# TO DO
Give the count of lines in the entries that include "road", and write nothing besides it.

Data items
┌────────

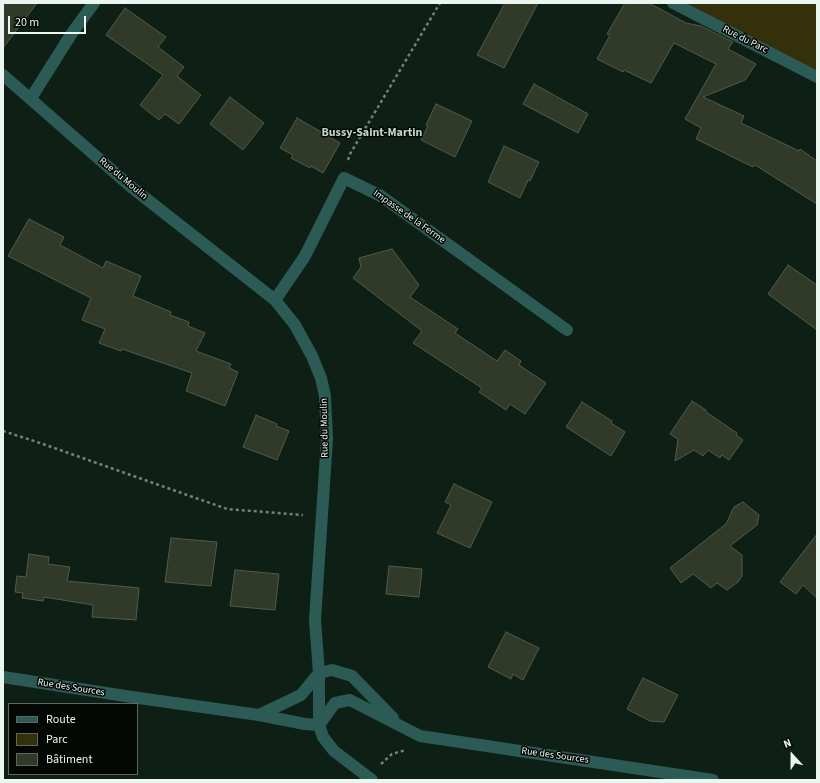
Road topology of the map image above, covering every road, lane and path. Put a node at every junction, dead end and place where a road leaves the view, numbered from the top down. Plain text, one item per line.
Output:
1 (94, 3) edge
2 (440, 3) edge
3 (673, 3) edge
4 (3, 75) edge
5 (817, 77) edge
6 (31, 98) junction
7 (344, 178) junction
8 (275, 300) junction
9 (567, 330) dead end
10 (3, 431) edge
11 (323, 516) junction
12 (319, 673) junction
13 (3, 677) edge
14 (259, 715) junction
15 (319, 725) junction
16 (399, 725) junction
17 (420, 736) junction
18 (370, 778) edge
19 (713, 780) edge

1 - 6 street
2 - 7 path
3 - 5 street, Rue du Parc
4 - 6 street, Rue du Moulin
6 - 8 street, Rue du Moulin
7 - 8 street
7 - 9 street, Impasse de la Ferme
8 - 11 street, Rue du Moulin
10 - 11 path
11 - 12 street, Rue du Moulin
12 - 14 street
12 - 15 street, Rue du Moulin
12 - 16 street, Rue des Sources
13 - 14 street, Rue des Sources
14 - 15 street, Rue des Sources
15 - 16 street, Rue des Sources
15 - 18 street, Rue du Moulin
16 - 17 street, Rue des Sources
17 - 18 path
17 - 19 street, Rue des Sources

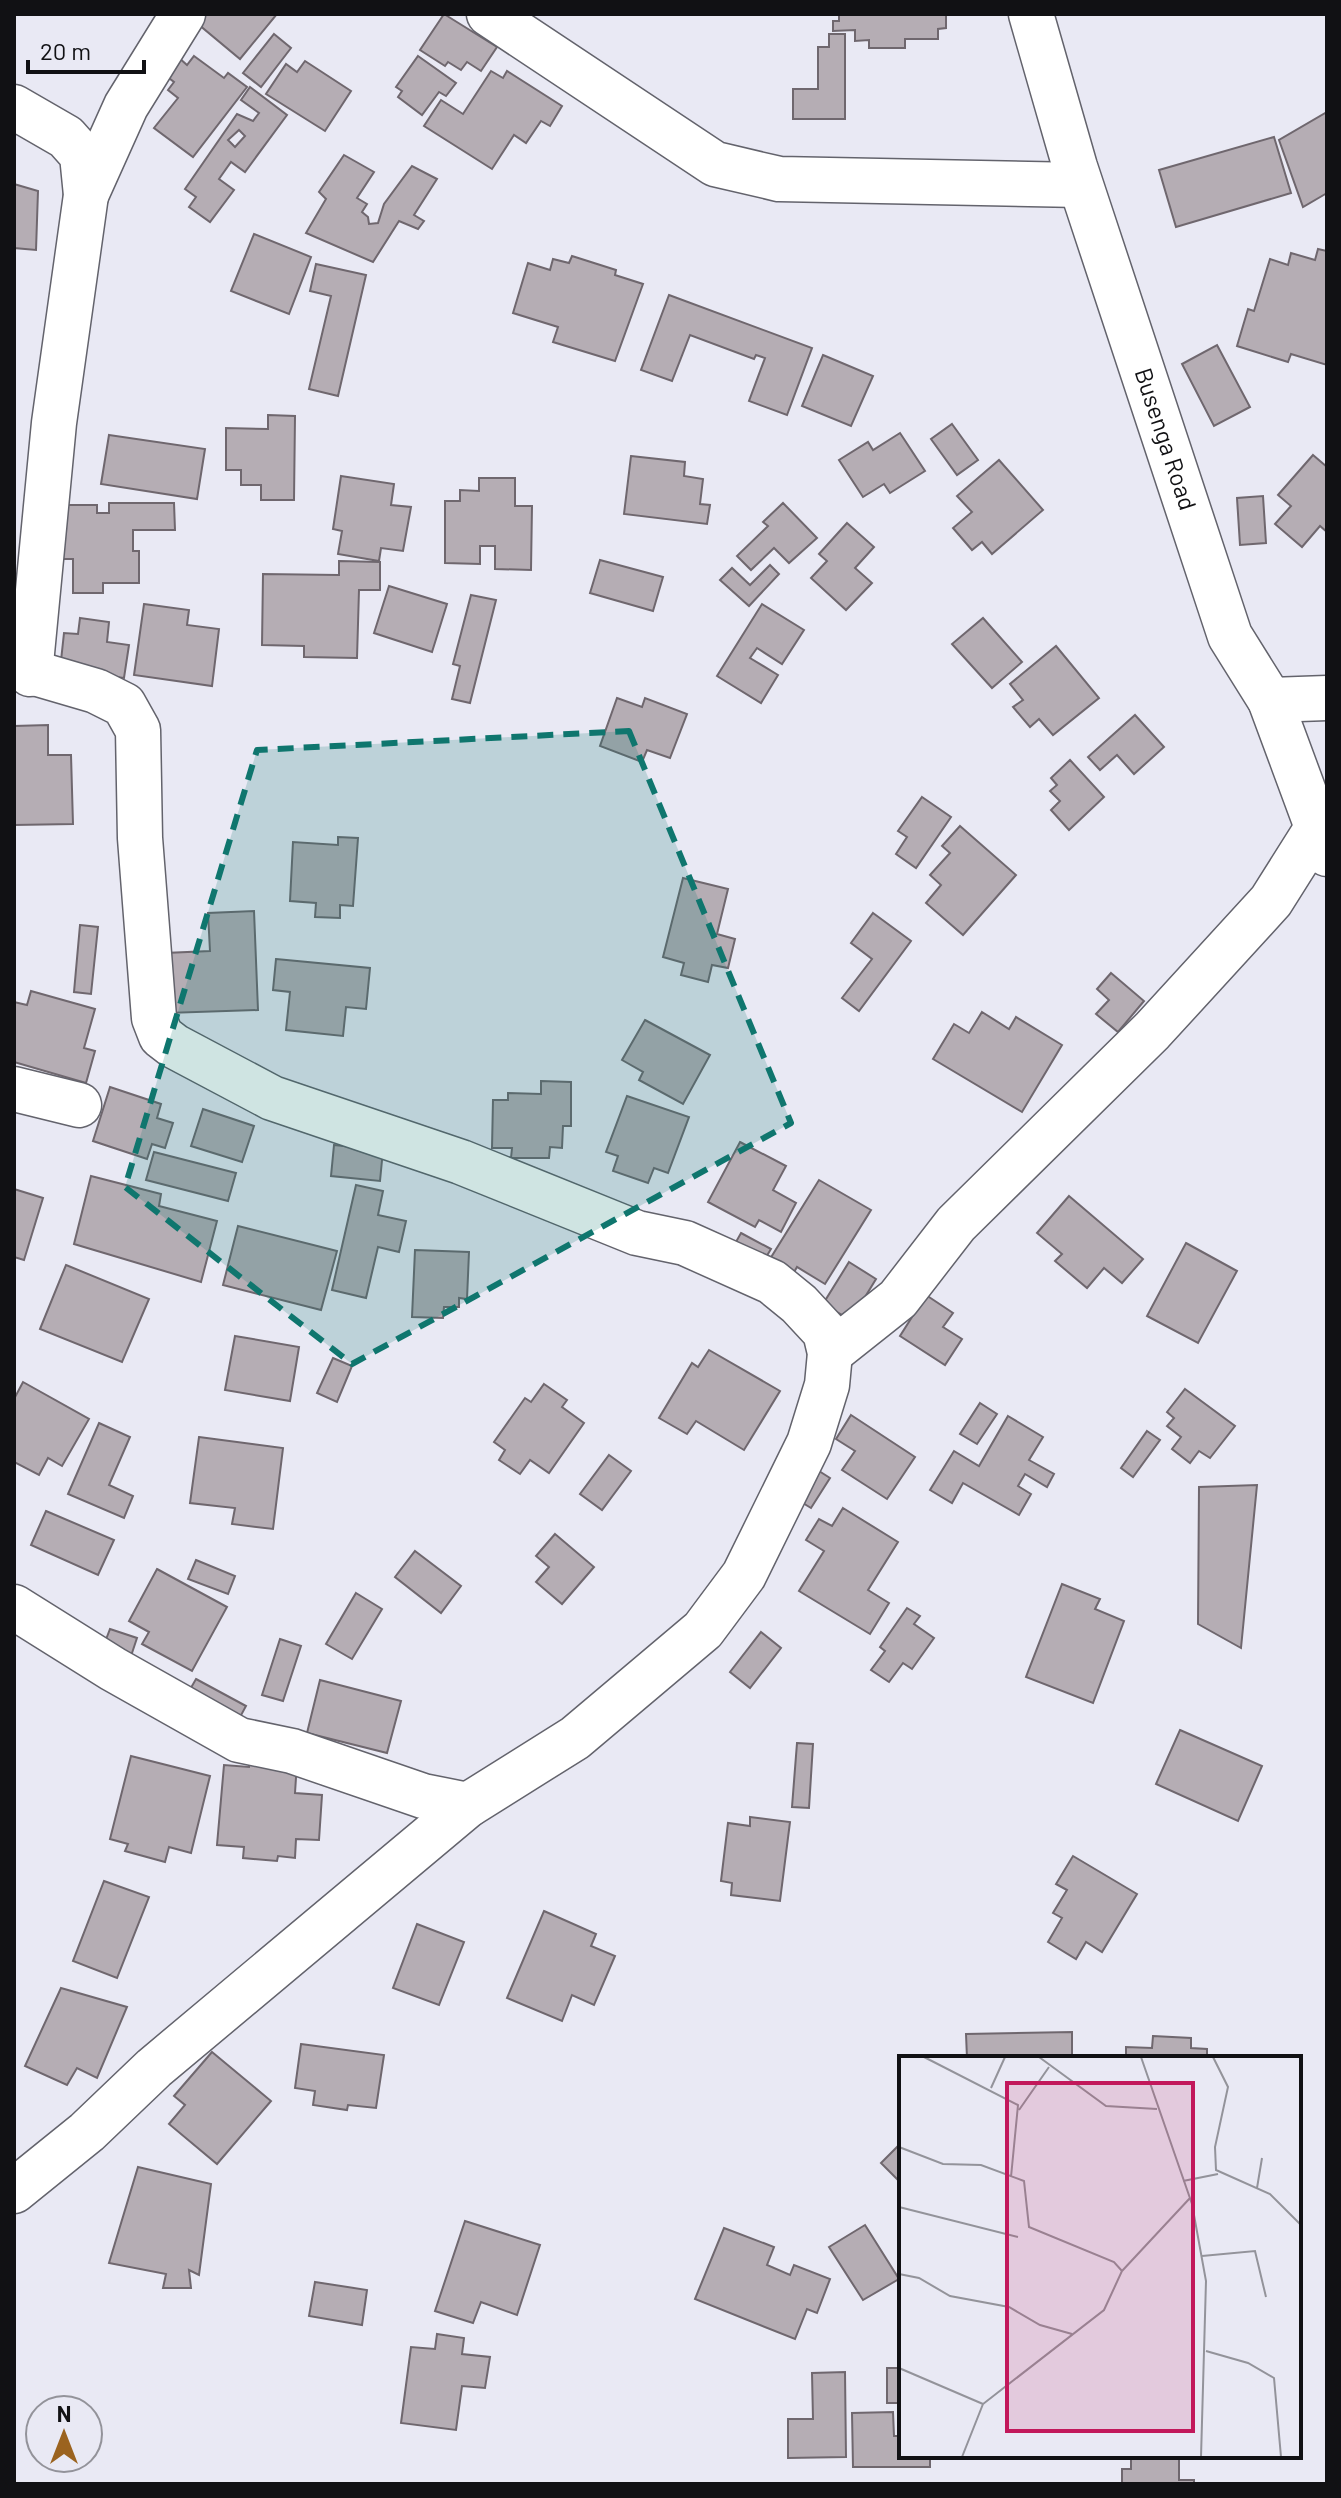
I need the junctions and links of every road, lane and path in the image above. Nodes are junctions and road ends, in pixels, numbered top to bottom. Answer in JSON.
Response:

└────────

# EXERCISE RESULT
2